• Marburger Bund begrüßt eigenen Straftatbestand zum Schutz von Angehörigen der Heilberufe

    23.Januar 2026
    Der Marburger Bund begrüßt, dass im Hinblick auf die zunehmende Gewaltbereitschaft im Gesundheitswesen mit Paragraf 116 StGB-E ein eigener Tatbestand geschaffen werden soll. Erfasst würden dadurch explizit sämtliche Angehörige von Heilberufen, die für ihre Berufsausübung oder das Führen der Berufsbezeichnung einer staatlich geregelten Ausbildung bedürfen, sowie deren Mitarbeiterinnen und Mitarbeiter bei Ausübung oder im Zusammenhang mit ihrer Tätigkeit.

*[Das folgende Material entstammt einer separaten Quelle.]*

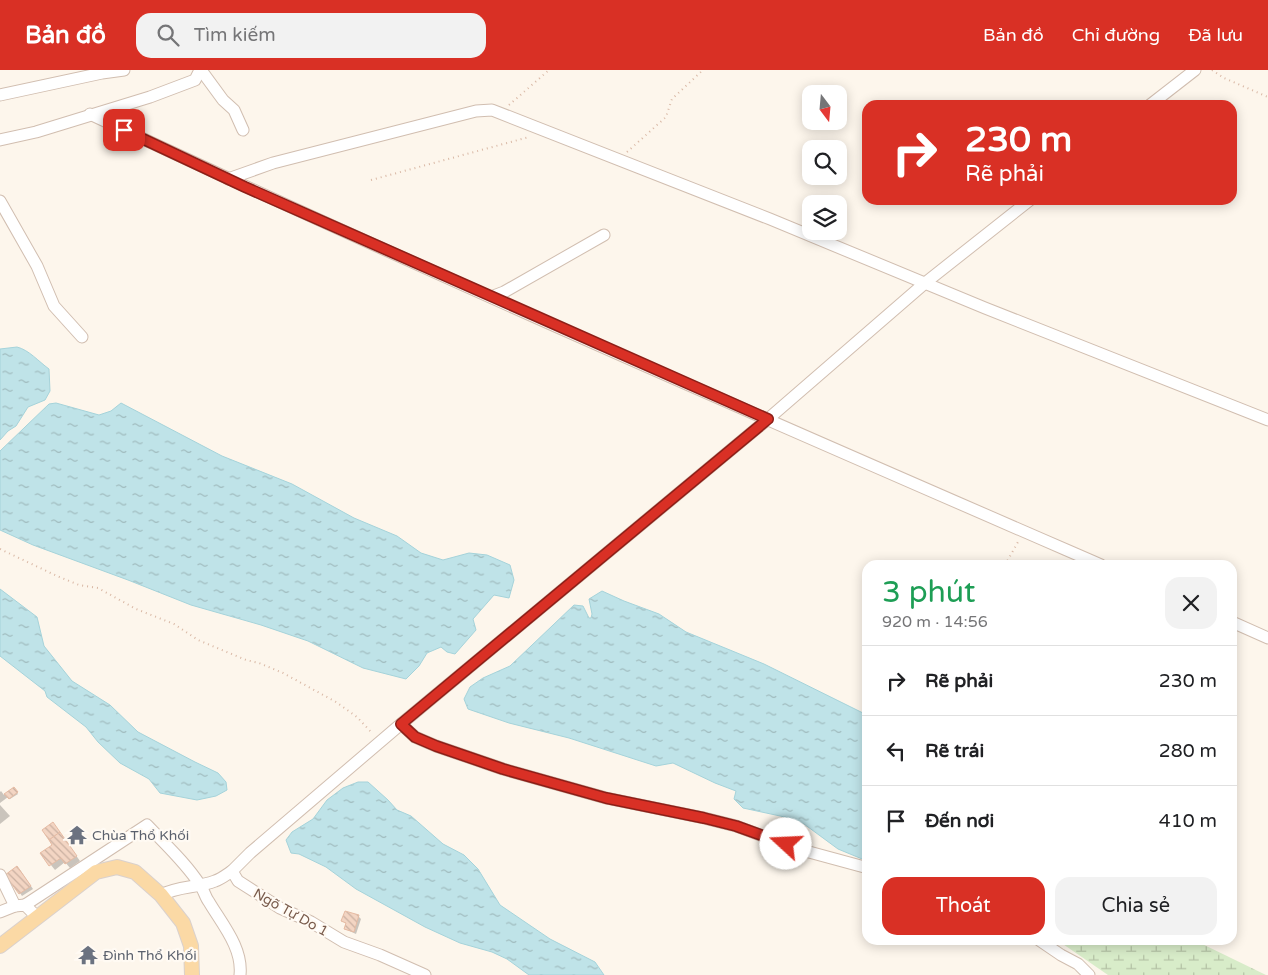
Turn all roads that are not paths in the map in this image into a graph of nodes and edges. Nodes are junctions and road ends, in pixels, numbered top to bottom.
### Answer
1 (124, 70) edge
2 (201, 70) edge
3 (1194, 70) edge
4 (0, 95) edge
5 (1156, 100) edge
6 (90, 114) junction
7 (243, 130) dead end
8 (0, 140) edge
9 (228, 179) junction
10 (0, 201) edge
11 (1024, 205) edge
12 (604, 235) dead end
13 (925, 283) junction
14 (491, 296) junction
15 (82, 337) dead end
16 (768, 419) junction
17 (1268, 420) edge
18 (1090, 560) edge
19 (1237, 624) edge
20 (1268, 638) edge
21 (401, 724) junction
22 (862, 866) edge
23 (232, 871) junction
24 (0, 875) edge
25 (201, 885) junction
26 (161, 895) junction
27 (20, 905) junction
28 (0, 912) edge
29 (37, 917) junction
30 (1046, 945) edge
31 (0, 946) edge
32 (192, 975) edge
33 (240, 975) edge
34 (425, 975) edge
35 (1089, 975) edge

1 - 4 street
2 - 6 street
2 - 7 street
3 - 5 street
6 - 8 street
6 - 9 street
9 - 13 street
9 - 14 street
10 - 15 street
11 - 13 street
12 - 14 street
13 - 16 street
13 - 17 street
14 - 16 street
16 - 18 street
16 - 21 street
19 - 20 street
21 - 22 street
21 - 23 street
23 - 25 street
23 - 34 street, Ngõ Tự Do 1
24 - 27 street
25 - 26 street
25 - 27 street
25 - 33 street
26 - 29 main road
26 - 32 main road
27 - 28 street
27 - 29 street
29 - 31 main road
30 - 35 street

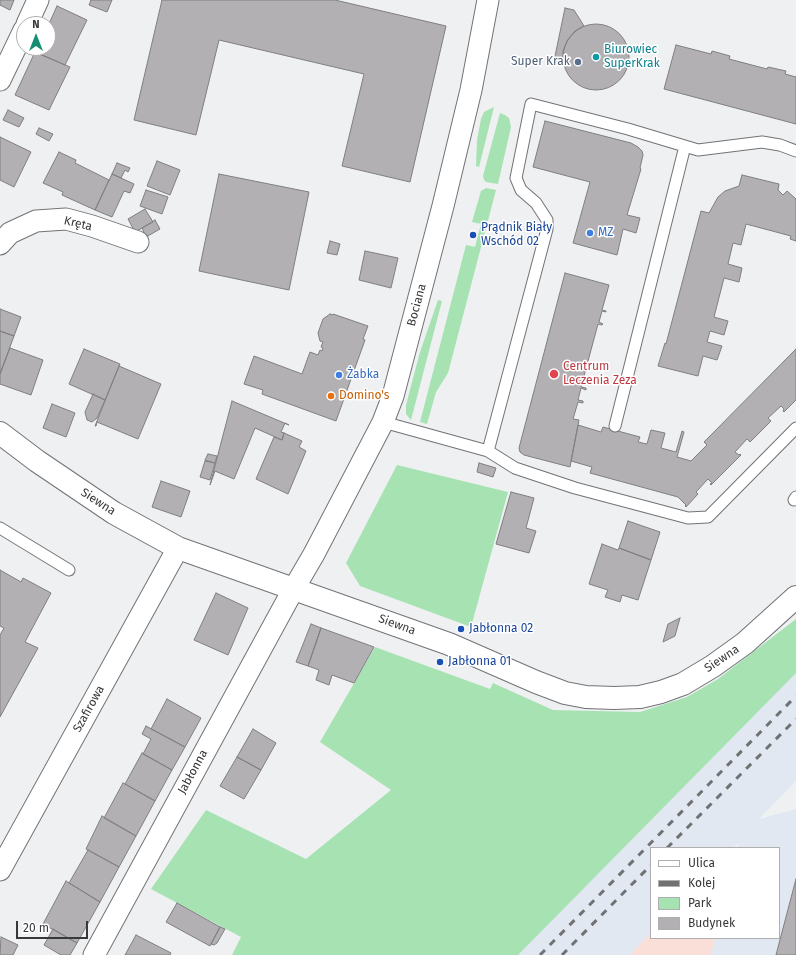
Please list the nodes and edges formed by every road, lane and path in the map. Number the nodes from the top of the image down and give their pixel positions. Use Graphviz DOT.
graph roads {
  1 [pos="38,0"];
  2 [pos="488,0"];
  3 [pos="31,16"];
  4 [pos="16,47"];
  5 [pos="0,80"];
  6 [pos="685,146"];
  7 [pos="796,151"];
  8 [pos="138,242"];
  9 [pos="0,244"];
  10 [pos="383,422"];
  11 [pos="615,426"];
  12 [pos="796,428"];
  13 [pos="0,433"];
  14 [pos="488,451"];
  15 [pos="0,528"];
  16 [pos="178,548"];
  17 [pos="69,570"];
  18 [pos="293,590"];
  19 [pos="796,597"];
  20 [pos="0,870"];
  21 [pos="94,955"];
  1 -- 3 [label="street"];
  2 -- 10 [label="street, Bociana"];
  4 -- 5 [label="street"];
  6 -- 7 [label="lane"];
  6 -- 11 [label="lane"];
  6 -- 14 [label="lane"];
  8 -- 9 [label="street, Kręta"];
  10 -- 14 [label="lane"];
  10 -- 18 [label="street, Bociana"];
  12 -- 14 [label="lane"];
  13 -- 16 [label="street, Siewna"];
  15 -- 17 [label="lane"];
  16 -- 18 [label="street, Siewna"];
  16 -- 20 [label="street, Szafirowa"];
  18 -- 19 [label="street, Siewna"];
  18 -- 21 [label="street, Jabłonna"];
}
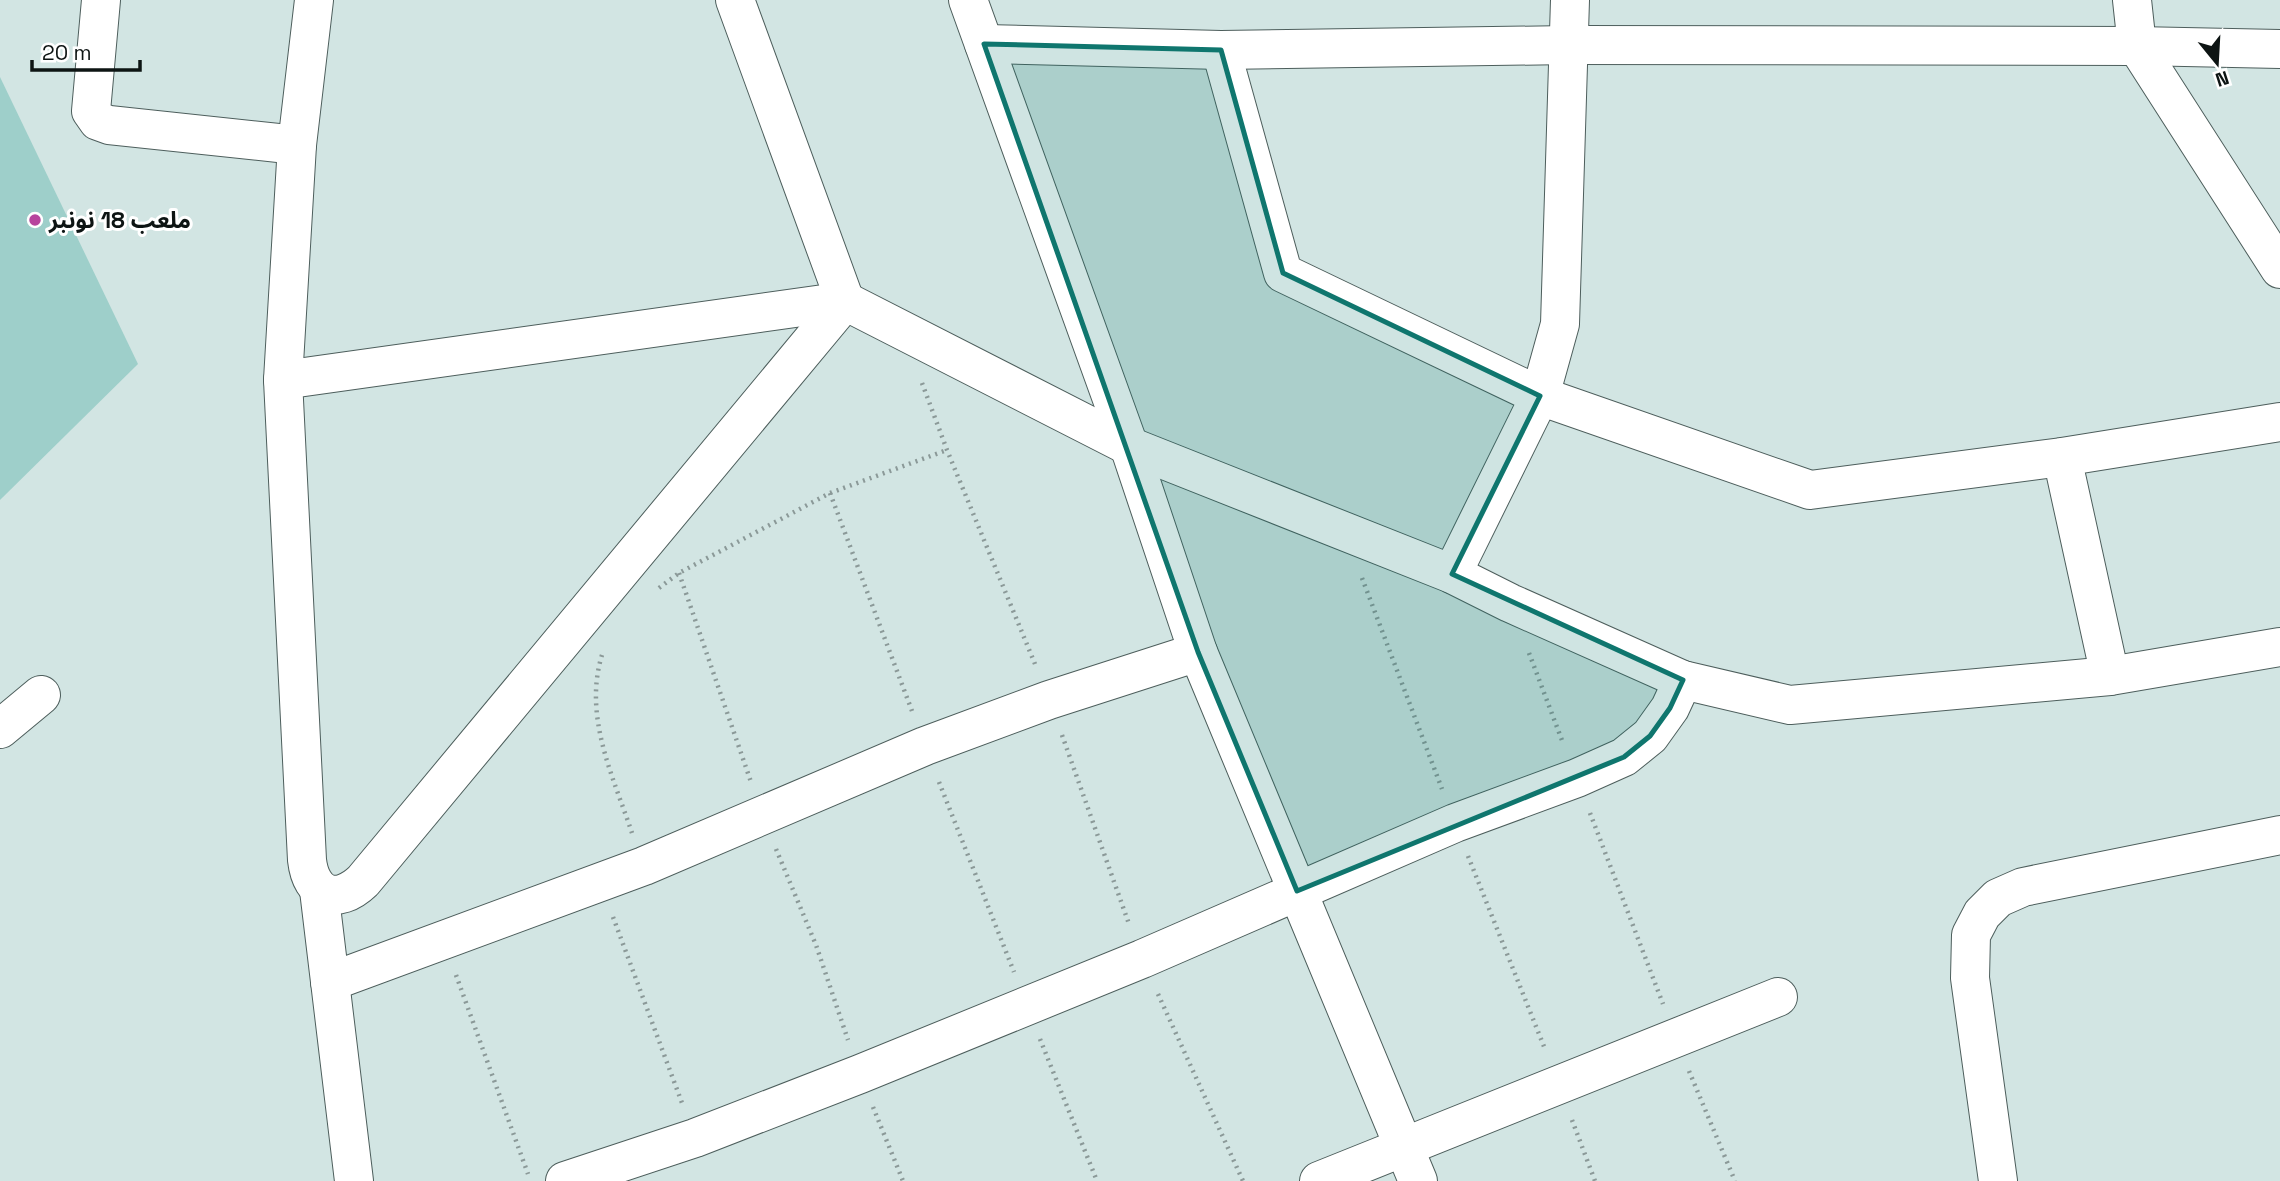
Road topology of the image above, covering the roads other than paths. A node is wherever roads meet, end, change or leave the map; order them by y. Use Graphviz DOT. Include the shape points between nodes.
graph roads {
  1 [pos="101,0"];
  2 [pos="314,0"];
  3 [pos="735,0"];
  4 [pos="968,0"];
  5 [pos="1570,0"];
  6 [pos="2132,0"];
  7 [pos="984,44"];
  8 [pos="1569,45"];
  9 [pos="2137,46"];
  10 [pos="2280,49"];
  11 [pos="1221,50"];
  12 [pos="297,145"];
  13 [pos="2280,269"];
  14 [pos="845,301"];
  15 [pos="283,380"];
  16 [pos="1540,396"];
  17 [pos="2280,422"];
  18 [pos="1129,446"];
  19 [pos="2062,457"];
  20 [pos="1452,574"];
  21 [pos="2280,647"];
  22 [pos="1198,652"];
  23 [pos="2110,676"];
  24 [pos="1684,680"];
  25 [pos="41,695"];
  26 [pos="0,729"];
  27 [pos="2280,835"];
  28 [pos="319,890"];
  29 [pos="1297,891"];
  30 [pos="330,982"];
  31 [pos="1778,997"];
  32 [pos="1404,1146"];
  33 [pos="354,1181"];
  34 [pos="565,1181"];
  35 [pos="1320,1181"];
  36 [pos="1418,1181"];
  37 [pos="1998,1181"];
  1 -- 12 [label="street" via="91,99 91,111 98,121"];
  2 -- 12 [label="street"];
  3 -- 14 [label="street"];
  4 -- 7 [label="street"];
  5 -- 8 [label="street"];
  6 -- 9 [label="street"];
  7 -- 11 [label="street"];
  7 -- 18 [label="street"];
  8 -- 9 [label="street"];
  8 -- 11 [label="street"];
  8 -- 16 [label="street" via="1560,324"];
  9 -- 10 [label="street"];
  9 -- 13 [label="street"];
  11 -- 16 [label="street" via="1283,273"];
  12 -- 15 [label="street"];
  14 -- 15 [label="street"];
  14 -- 18 [label="street"];
  14 -- 28 [label="street" via="363,881 351,892 335,895"];
  15 -- 28 [label="street" via="307,860 309,876"];
  16 -- 19 [label="street" via="1810,490"];
  16 -- 20 [label="street"];
  17 -- 19 [label="street"];
  18 -- 20 [label="street"];
  18 -- 22 [label="street"];
  19 -- 23 [label="street"];
  20 -- 24 [label="street"];
  21 -- 23 [label="street"];
  22 -- 29 [label="street"];
  22 -- 30 [label="street" via="925,746 644,866"];
  23 -- 24 [label="street" via="1790,705"];
  24 -- 29 [label="street" via="1650,736 1624,757"];
  25 -- 26 [label="street"];
  27 -- 37 [label="street" via="2023,887 1998,898 1982,914 1971,935 1970,978"];
  28 -- 30 [label="street"];
  29 -- 32 [label="street"];
  29 -- 34 [label="street" via="860,1074 695,1138"];
  30 -- 33 [label="street"];
  31 -- 32 [label="street"];
  32 -- 35 [label="street"];
  32 -- 36 [label="street"];
}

    Mindestens ebenso wichtig ist es, weitere rechts- und gesellschaftspolitische Maßnahmen zu ergreifen. „Auch eine zügige Strafverfolgung ist entscheidend, um die gewünschte Veränderung zu erreichen“, betont der Marburger Bund in seiner Stellungnahme zum Referentenentwurf des Bundesministeriums der Justiz und für Verbraucherschutz für ein Gesetz zur Stärkung des strafrechtlichen Schutzes des Gemeinwesens.